辛い現実を目の当たりにして僕は茫然と立ち尽くすしか出来なかった。さっきまで赤く美しい光沢を放っていたオープンカーの左側のボンネットの先端は大きく凹んでしまっていて、それに続く左側面は引っ掻き傷だらけになってしまっていた。赤い塗料が剥がれて地の鼠色をした金属が顔を覗かせている。弁解の余地はもうなかった。
* * * * *
何とか元の場所まで戻った頃には夕陽は九十度もずれていた。大遅刻だ。勿論僕がやっとのことで戻ってきたときにはターキッシュデライトは既に元の場所で待っていた。道路の真ん中で腕を組んで、無表情で。遠目からでも鋭い視線が僕を射抜いているのが分かった。僕は逃げ出したいのを堪えてターキッシュデライトの元まで車を進ませていくしかなかった。

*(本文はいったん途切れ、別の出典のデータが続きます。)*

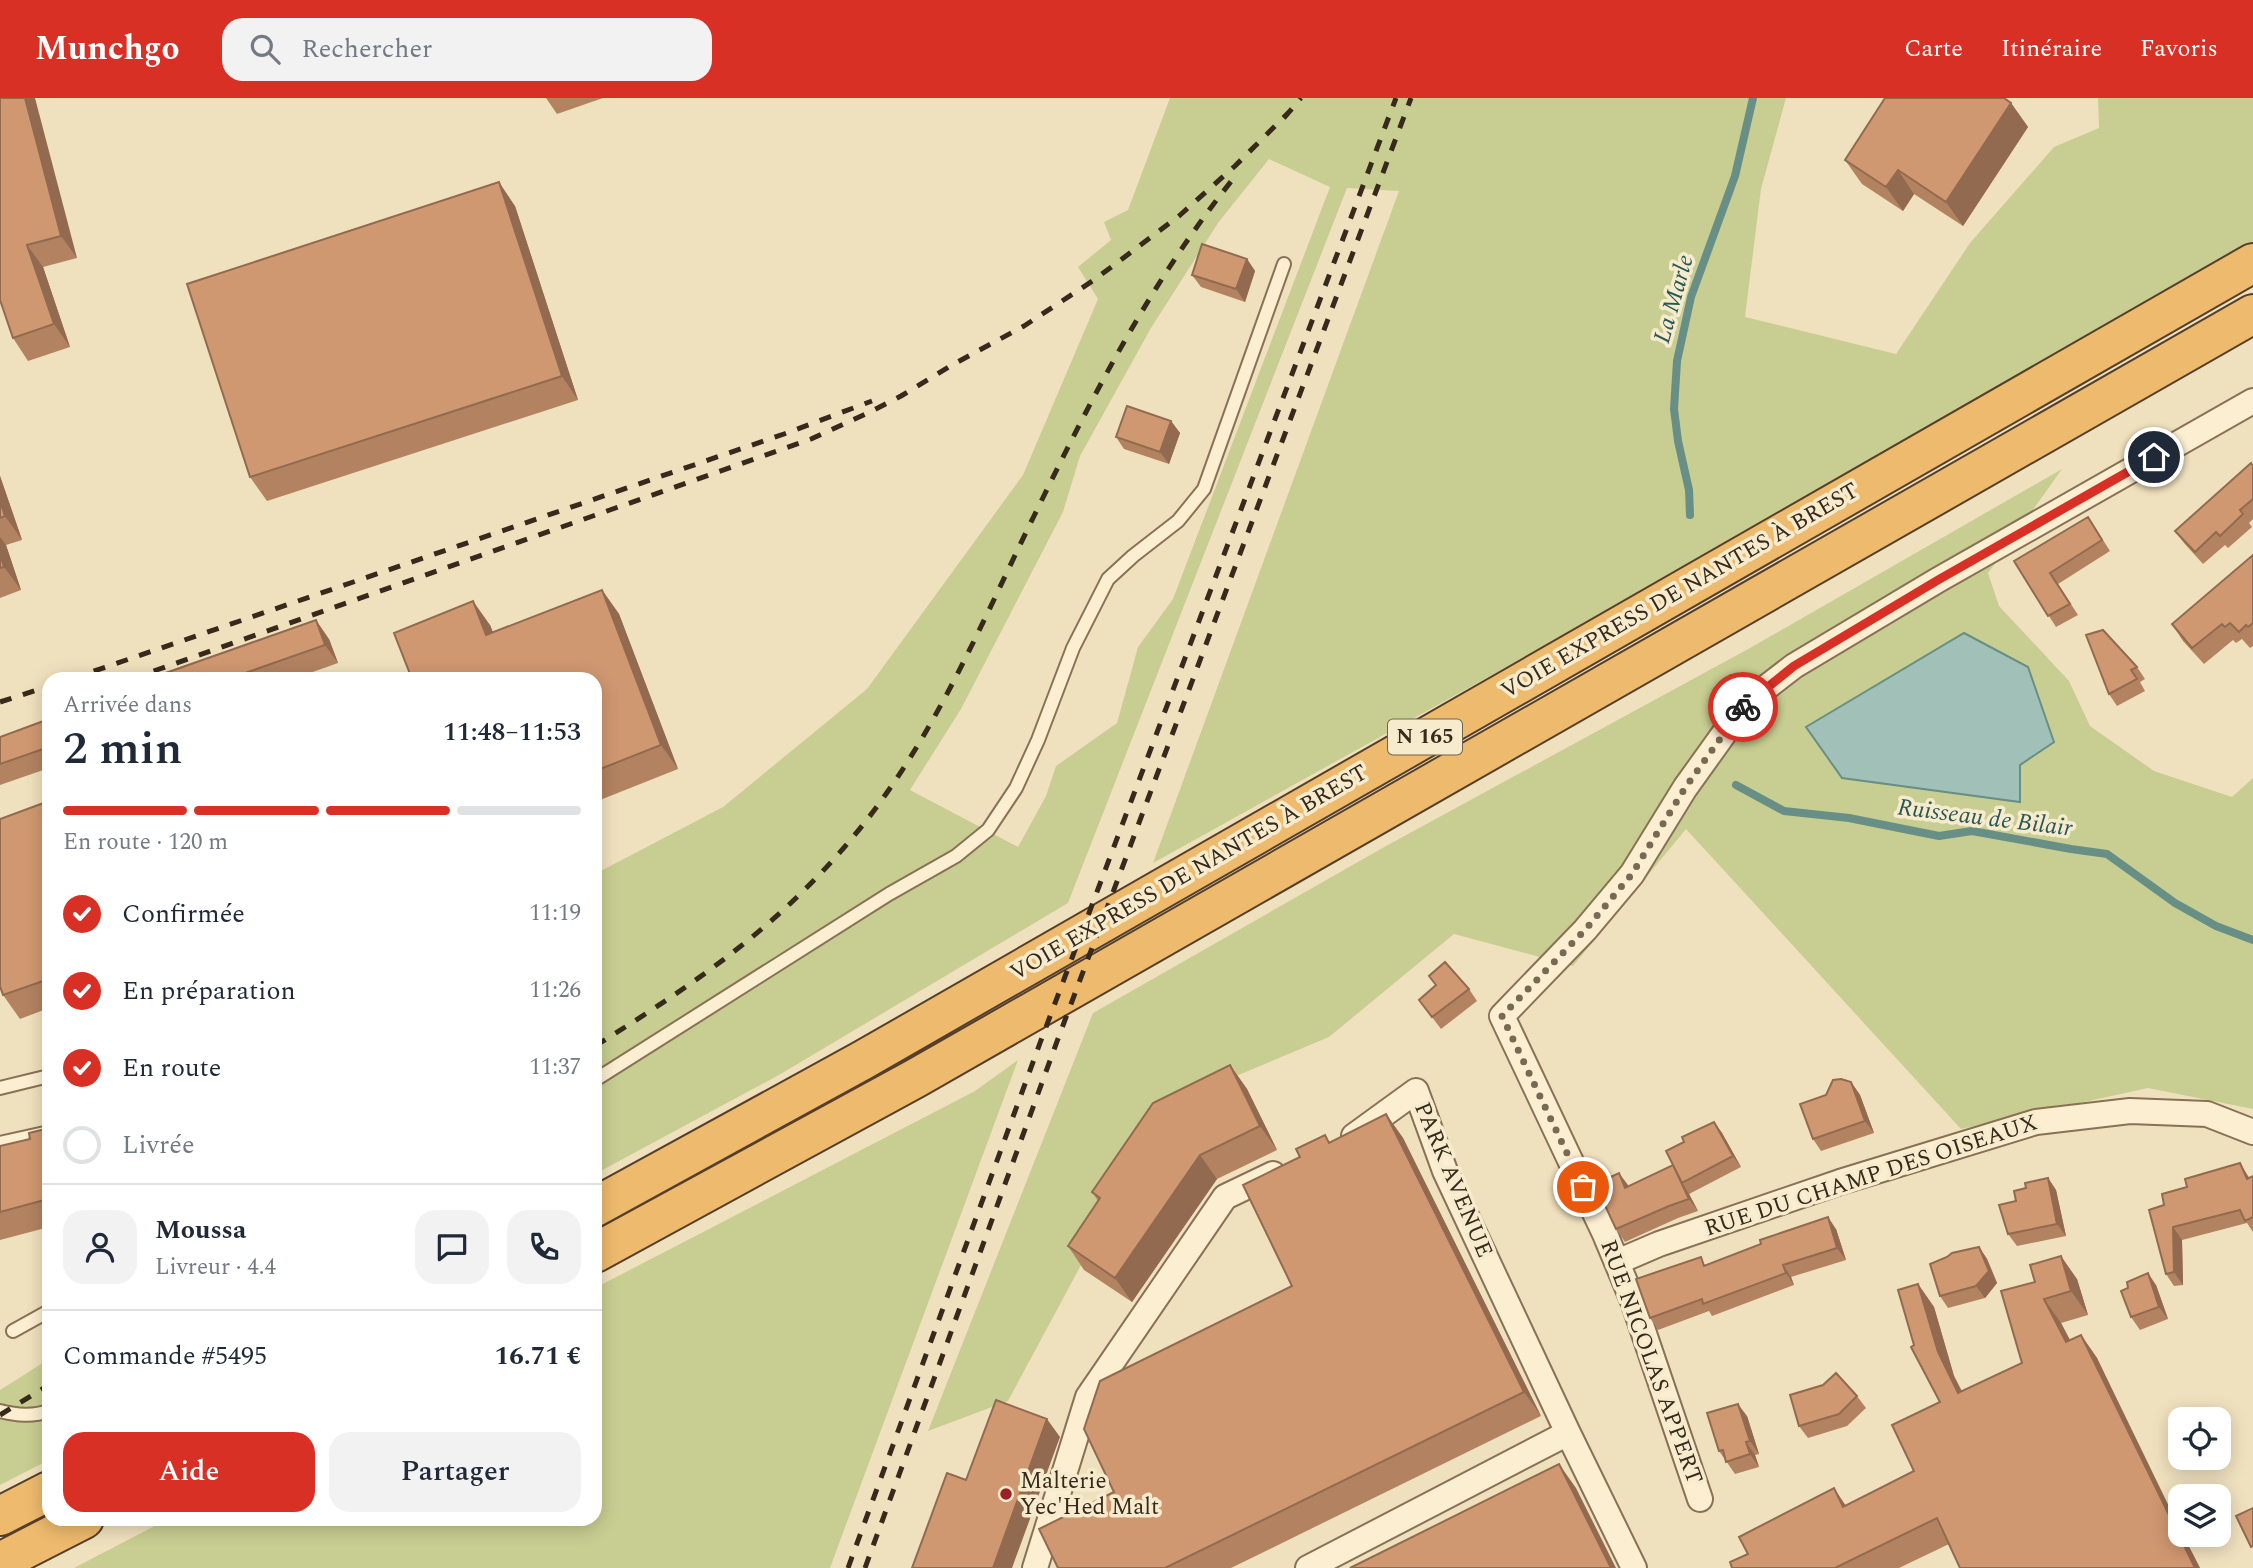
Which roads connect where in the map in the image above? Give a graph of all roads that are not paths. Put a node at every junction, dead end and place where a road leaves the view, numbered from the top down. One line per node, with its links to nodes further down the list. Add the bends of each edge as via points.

車を止めた僕はターキッシュデライトの顔を見るのが怖くて、車を降りてすぐに勢いよく頭を下げた。
「ごめんなさい!」
「……」ターキッシュデライトは何も言わない。余計に怖かった。
何時間にも感じるような長い沈黙に根負けして恐る恐る顔を上げると、ターキッシュデライトは赤いオープンカーの側面を見つめていた。角度的にターキッシュデライトの位置からは車の傷が見えないように少し車の位置を山側に寄せて駐車したけど、駄目だったみたいだ。目を細めて車を見る表情には怒りの他にだんだん険しさが足されていっているような気がした。傷のことはできれば隠していたかったけどきっとばれている。どうしよう……! 僕がなんて言い訳をしようかと思っていると視線を戻したターキッシュデライトと目が合った。鋭い眼光が閃いた気がした。そして、
「もう!」
僕はターキッシュデライトに怒られた。